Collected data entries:
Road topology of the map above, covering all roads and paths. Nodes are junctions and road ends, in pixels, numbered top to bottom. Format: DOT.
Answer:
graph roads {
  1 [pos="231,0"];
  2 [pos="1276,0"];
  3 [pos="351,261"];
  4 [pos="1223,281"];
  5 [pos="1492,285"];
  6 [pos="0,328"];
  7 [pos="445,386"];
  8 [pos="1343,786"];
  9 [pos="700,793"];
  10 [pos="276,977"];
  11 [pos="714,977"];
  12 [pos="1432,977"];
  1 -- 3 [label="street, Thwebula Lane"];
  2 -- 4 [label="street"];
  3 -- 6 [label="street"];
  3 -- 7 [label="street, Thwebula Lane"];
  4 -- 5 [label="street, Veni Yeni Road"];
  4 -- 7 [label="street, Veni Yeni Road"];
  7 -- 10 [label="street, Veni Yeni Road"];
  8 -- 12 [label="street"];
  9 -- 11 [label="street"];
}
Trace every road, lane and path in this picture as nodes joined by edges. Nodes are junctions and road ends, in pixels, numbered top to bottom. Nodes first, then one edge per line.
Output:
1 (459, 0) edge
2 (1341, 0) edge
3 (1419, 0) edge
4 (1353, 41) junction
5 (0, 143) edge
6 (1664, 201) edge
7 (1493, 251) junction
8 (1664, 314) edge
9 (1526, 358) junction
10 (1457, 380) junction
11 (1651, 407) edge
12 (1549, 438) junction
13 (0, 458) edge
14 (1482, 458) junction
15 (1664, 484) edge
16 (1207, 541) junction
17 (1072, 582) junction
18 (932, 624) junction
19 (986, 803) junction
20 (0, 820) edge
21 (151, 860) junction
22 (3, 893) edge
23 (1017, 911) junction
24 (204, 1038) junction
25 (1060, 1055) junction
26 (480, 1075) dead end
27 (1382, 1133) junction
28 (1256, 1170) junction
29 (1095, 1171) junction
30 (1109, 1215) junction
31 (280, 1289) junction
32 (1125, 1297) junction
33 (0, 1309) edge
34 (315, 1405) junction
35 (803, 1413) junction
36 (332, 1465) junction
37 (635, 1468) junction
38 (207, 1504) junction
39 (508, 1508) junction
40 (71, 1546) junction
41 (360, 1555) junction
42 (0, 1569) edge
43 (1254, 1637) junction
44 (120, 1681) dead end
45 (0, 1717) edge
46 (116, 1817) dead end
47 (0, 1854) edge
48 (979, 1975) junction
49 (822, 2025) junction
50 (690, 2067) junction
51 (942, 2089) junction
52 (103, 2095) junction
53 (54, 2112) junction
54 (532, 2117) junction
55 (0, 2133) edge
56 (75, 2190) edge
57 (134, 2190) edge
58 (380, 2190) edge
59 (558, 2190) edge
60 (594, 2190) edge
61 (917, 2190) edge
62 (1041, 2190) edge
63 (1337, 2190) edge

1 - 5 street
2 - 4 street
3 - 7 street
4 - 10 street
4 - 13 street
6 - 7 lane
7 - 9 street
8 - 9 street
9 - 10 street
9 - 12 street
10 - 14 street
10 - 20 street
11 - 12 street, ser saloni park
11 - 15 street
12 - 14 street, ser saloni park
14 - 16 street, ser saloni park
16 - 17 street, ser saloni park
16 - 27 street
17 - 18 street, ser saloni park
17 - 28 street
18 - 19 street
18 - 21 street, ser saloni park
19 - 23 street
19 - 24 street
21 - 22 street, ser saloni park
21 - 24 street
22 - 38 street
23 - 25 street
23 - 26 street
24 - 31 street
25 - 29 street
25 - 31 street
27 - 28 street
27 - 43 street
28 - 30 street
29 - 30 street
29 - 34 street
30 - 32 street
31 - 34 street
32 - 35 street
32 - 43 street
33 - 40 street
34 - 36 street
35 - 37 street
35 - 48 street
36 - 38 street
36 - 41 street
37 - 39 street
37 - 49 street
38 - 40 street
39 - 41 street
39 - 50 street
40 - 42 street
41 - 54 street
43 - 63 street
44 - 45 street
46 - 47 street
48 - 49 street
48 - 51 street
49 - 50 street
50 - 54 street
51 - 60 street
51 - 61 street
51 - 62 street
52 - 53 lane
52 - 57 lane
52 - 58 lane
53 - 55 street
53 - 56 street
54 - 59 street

### Task brief
Copy every line where the word "roads" is present in the entries above.

### Result of this exercise
Road topology of the map above, covering all roads and paths. Nodes are junctions and road ends, in pixels, numbered top to bottom. Format: DOT.
graph roads {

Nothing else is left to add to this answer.